## [THE PROBLEM]
Once you find the line that contains "index tip: (1033, 721)" in the entries below, give it again along with every following line, unchanged, through the final one.

## [DATA SUPPLIED]

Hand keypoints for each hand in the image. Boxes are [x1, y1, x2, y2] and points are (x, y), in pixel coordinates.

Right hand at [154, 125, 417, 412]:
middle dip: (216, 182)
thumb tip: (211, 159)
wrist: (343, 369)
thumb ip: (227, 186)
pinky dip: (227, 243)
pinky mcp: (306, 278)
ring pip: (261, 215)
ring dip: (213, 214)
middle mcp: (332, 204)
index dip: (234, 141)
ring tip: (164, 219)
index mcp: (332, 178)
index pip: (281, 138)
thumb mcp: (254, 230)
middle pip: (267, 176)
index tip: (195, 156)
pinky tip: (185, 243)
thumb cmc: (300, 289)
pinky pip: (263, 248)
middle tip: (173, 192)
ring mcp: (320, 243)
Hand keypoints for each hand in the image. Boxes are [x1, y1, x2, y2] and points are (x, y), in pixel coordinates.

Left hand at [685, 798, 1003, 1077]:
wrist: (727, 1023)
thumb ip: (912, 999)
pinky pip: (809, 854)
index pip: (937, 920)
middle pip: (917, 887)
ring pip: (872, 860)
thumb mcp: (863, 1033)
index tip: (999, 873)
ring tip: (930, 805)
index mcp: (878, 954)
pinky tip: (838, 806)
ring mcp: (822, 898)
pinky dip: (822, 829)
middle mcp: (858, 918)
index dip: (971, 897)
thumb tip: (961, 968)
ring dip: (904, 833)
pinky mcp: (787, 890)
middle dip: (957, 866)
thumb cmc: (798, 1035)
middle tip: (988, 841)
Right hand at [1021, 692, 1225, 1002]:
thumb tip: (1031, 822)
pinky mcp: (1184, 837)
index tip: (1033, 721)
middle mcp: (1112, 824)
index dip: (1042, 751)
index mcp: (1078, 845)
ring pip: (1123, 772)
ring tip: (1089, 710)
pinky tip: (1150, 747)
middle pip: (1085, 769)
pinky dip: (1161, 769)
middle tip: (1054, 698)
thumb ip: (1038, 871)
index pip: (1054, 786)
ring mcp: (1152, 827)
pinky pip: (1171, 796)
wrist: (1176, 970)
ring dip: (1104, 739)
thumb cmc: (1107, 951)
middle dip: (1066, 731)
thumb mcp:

## [TASK SOLUTION]
index tip: (1033, 721)
middle mcp: (1112, 824)
index dip: (1042, 751)
index mcp: (1078, 845)
ring pip: (1123, 772)
ring tip: (1089, 710)
pinky tip: (1150, 747)
middle pip: (1085, 769)
pinky dip: (1161, 769)
middle tip: (1054, 698)
thumb ip: (1038, 871)
index pip: (1054, 786)
ring mcp: (1152, 827)
pinky pip: (1171, 796)
wrist: (1176, 970)
ring dip: (1104, 739)
thumb cmc: (1107, 951)
middle dip: (1066, 731)
thumb mcp:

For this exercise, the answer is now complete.